━━ The input

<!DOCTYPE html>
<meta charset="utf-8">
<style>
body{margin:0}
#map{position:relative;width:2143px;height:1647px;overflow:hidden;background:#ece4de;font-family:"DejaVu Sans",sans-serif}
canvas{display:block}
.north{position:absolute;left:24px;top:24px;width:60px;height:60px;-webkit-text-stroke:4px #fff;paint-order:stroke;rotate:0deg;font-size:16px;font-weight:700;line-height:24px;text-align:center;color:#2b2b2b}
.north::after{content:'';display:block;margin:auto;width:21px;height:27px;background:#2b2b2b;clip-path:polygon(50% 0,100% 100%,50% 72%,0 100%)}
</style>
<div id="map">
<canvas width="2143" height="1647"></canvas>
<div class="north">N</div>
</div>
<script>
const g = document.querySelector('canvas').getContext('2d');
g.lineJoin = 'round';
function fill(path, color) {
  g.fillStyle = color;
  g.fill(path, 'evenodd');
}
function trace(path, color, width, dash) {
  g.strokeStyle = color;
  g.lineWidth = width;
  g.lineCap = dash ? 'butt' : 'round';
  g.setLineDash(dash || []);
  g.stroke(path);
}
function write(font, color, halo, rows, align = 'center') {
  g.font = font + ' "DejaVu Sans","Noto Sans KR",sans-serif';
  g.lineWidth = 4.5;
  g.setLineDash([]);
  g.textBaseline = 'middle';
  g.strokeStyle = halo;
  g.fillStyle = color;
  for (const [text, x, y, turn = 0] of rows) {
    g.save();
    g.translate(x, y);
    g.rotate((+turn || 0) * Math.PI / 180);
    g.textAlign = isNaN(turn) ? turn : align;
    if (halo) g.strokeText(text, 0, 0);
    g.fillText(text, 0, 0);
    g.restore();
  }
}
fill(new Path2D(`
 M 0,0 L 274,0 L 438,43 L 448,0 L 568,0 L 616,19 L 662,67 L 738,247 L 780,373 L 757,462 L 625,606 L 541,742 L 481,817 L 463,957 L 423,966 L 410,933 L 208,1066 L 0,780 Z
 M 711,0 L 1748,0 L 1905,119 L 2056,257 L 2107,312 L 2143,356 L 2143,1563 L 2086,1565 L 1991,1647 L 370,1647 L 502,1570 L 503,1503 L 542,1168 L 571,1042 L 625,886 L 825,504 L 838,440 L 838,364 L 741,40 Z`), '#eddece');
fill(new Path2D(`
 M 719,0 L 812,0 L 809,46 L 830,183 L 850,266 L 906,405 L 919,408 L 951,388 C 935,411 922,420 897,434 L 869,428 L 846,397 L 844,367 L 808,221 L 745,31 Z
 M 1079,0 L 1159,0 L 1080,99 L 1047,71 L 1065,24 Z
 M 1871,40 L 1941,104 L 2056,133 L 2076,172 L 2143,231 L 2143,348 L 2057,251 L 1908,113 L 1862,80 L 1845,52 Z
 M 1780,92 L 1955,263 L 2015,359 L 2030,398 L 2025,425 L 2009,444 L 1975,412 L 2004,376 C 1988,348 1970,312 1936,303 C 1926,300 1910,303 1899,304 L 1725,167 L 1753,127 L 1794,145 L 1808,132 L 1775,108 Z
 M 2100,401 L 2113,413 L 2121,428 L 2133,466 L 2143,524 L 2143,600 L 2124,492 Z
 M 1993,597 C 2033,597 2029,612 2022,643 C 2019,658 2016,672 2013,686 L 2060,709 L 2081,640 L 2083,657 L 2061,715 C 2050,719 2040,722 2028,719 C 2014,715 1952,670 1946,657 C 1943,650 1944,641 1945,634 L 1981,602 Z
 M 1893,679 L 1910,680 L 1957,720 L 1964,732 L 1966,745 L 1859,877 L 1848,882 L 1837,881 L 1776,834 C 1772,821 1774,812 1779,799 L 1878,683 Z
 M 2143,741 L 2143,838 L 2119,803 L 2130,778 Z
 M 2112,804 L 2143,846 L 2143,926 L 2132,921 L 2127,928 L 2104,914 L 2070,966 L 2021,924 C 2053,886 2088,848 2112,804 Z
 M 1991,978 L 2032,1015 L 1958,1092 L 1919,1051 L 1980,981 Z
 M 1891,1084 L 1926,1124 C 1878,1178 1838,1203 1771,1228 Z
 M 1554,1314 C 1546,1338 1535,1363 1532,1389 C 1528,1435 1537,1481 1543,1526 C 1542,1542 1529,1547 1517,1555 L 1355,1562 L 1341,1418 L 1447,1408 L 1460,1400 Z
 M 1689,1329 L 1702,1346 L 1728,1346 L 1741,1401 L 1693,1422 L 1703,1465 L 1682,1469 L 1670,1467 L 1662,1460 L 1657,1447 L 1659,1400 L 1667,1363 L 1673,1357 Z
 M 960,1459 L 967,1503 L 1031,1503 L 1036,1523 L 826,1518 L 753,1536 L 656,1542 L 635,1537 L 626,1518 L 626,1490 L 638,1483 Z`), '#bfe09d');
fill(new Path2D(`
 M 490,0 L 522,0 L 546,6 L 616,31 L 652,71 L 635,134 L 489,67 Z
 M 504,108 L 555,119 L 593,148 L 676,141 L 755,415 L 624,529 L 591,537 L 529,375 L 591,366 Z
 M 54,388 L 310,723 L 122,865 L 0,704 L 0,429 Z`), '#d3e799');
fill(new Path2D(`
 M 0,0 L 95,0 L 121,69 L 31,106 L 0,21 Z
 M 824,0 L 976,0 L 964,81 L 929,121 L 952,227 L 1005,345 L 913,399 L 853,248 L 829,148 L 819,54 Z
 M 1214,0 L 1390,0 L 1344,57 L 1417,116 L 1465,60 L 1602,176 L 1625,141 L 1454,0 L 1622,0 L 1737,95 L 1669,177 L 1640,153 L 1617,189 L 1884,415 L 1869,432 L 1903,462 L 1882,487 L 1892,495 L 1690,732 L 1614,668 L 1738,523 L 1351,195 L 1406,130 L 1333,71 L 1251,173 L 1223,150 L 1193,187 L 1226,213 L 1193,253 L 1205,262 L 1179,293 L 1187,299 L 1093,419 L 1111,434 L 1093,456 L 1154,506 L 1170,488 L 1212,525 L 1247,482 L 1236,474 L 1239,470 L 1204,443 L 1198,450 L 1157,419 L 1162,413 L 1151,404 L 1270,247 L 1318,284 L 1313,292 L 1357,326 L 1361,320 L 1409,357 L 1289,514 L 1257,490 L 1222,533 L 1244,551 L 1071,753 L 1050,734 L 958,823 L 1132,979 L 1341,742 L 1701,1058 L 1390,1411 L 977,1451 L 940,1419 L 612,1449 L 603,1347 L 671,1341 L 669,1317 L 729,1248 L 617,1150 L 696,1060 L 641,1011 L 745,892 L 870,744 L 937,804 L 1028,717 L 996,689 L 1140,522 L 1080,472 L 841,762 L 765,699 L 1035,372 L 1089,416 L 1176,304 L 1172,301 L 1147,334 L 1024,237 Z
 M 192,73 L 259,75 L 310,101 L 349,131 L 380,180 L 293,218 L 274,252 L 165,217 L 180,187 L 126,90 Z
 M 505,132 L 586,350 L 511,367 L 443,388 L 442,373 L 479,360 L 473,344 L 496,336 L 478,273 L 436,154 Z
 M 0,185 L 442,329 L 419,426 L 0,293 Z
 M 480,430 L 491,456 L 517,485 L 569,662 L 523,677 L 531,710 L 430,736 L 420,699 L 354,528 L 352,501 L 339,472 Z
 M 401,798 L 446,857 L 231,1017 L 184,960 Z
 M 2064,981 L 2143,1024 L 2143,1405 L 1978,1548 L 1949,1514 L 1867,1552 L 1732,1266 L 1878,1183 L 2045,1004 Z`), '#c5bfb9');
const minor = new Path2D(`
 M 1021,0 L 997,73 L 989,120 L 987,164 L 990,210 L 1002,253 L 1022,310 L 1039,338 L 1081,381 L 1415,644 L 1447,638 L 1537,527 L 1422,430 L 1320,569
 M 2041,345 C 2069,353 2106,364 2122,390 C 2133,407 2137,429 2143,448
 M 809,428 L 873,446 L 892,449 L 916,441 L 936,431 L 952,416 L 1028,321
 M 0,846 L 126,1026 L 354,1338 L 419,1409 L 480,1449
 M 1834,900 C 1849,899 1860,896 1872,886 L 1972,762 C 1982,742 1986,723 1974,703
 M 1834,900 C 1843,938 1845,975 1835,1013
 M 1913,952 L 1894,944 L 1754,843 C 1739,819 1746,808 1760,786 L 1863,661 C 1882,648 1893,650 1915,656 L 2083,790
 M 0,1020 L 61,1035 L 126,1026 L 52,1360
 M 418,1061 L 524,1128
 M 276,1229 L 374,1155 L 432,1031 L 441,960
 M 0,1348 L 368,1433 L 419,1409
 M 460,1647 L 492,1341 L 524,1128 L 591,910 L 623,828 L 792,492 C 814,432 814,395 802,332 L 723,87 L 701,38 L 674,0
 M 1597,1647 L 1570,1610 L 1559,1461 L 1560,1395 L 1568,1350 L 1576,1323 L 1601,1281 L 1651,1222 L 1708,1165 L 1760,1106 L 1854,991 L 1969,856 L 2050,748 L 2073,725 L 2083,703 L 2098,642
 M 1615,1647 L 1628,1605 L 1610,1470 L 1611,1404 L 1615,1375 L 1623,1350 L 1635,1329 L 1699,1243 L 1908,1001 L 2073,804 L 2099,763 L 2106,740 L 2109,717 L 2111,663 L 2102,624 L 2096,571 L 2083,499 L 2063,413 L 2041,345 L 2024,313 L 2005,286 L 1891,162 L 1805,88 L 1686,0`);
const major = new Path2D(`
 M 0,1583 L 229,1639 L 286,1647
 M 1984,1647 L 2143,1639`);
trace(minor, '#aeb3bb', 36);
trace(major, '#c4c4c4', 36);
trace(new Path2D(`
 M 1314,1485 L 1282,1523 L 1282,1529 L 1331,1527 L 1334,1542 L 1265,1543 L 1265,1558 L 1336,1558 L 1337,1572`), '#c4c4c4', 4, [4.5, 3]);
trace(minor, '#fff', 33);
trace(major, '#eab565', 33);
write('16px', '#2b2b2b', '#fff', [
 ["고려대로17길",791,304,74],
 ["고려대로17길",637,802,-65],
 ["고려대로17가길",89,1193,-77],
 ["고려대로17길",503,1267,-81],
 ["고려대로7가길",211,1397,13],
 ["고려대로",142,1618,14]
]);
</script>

━━━━

§ What the exercise asks: Every line containing the word "align" should be copied from the material.

§ Answer to this problem:
.north{position:absolute;left:24px;top:24px;width:60px;height:60px;-webkit-text-stroke:4px #fff;paint-order:stroke;rotate:0deg;font-size:16px;font-weight:700;line-height:24px;text-align:center;color:#2b2b2b}
function write(font, color, halo, rows, align = 'center') {
    g.textAlign = isNaN(turn) ? turn : align;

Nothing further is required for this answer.